■ **WHAT THE EXERCISE ASKS**:
Return all of the entries exactly as written.

====== SOURCE DATA

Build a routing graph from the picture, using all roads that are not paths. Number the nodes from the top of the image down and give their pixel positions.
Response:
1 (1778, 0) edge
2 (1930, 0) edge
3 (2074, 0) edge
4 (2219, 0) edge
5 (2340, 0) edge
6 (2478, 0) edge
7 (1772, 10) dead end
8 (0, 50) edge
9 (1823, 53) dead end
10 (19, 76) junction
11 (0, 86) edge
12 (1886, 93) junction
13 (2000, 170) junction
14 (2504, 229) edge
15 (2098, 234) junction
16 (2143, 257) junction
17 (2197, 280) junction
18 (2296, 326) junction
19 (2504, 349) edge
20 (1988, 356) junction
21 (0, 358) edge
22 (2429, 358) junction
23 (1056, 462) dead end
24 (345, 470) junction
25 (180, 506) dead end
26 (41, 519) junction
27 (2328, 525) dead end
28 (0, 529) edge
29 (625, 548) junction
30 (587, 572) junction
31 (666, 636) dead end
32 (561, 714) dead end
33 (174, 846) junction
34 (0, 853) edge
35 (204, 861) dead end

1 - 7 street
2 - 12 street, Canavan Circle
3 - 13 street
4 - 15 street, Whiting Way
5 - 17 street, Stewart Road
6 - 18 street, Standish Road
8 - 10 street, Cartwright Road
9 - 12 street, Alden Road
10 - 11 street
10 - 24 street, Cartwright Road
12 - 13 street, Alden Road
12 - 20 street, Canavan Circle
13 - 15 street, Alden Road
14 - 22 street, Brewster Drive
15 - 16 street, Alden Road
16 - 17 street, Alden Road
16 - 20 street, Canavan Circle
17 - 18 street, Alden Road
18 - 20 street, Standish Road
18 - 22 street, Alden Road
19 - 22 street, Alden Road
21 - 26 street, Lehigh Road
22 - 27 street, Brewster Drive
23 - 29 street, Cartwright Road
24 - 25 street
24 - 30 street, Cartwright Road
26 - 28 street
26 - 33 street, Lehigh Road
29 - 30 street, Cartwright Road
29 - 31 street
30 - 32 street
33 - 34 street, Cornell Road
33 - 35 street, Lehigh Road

============

■ **ANSWER SECTION**:
Build a routing graph from the picture, using all roads that are not paths. Number the nodes from the top of the image down and give their pixel positions.
Response:
1 (1778, 0) edge
2 (1930, 0) edge
3 (2074, 0) edge
4 (2219, 0) edge
5 (2340, 0) edge
6 (2478, 0) edge
7 (1772, 10) dead end
8 (0, 50) edge
9 (1823, 53) dead end
10 (19, 76) junction
11 (0, 86) edge
12 (1886, 93) junction
13 (2000, 170) junction
14 (2504, 229) edge
15 (2098, 234) junction
16 (2143, 257) junction
17 (2197, 280) junction
18 (2296, 326) junction
19 (2504, 349) edge
20 (1988, 356) junction
21 (0, 358) edge
22 (2429, 358) junction
23 (1056, 462) dead end
24 (345, 470) junction
25 (180, 506) dead end
26 (41, 519) junction
27 (2328, 525) dead end
28 (0, 529) edge
29 (625, 548) junction
30 (587, 572) junction
31 (666, 636) dead end
32 (561, 714) dead end
33 (174, 846) junction
34 (0, 853) edge
35 (204, 861) dead end

1 - 7 street
2 - 12 street, Canavan Circle
3 - 13 street
4 - 15 street, Whiting Way
5 - 17 street, Stewart Road
6 - 18 street, Standish Road
8 - 10 street, Cartwright Road
9 - 12 street, Alden Road
10 - 11 street
10 - 24 street, Cartwright Road
12 - 13 street, Alden Road
12 - 20 street, Canavan Circle
13 - 15 street, Alden Road
14 - 22 street, Brewster Drive
15 - 16 street, Alden Road
16 - 17 street, Alden Road
16 - 20 street, Canavan Circle
17 - 18 street, Alden Road
18 - 20 street, Standish Road
18 - 22 street, Alden Road
19 - 22 street, Alden Road
21 - 26 street, Lehigh Road
22 - 27 street, Brewster Drive
23 - 29 street, Cartwright Road
24 - 25 street
24 - 30 street, Cartwright Road
26 - 28 street
26 - 33 street, Lehigh Road
29 - 30 street, Cartwright Road
29 - 31 street
30 - 32 street
33 - 34 street, Cornell Road
33 - 35 street, Lehigh Road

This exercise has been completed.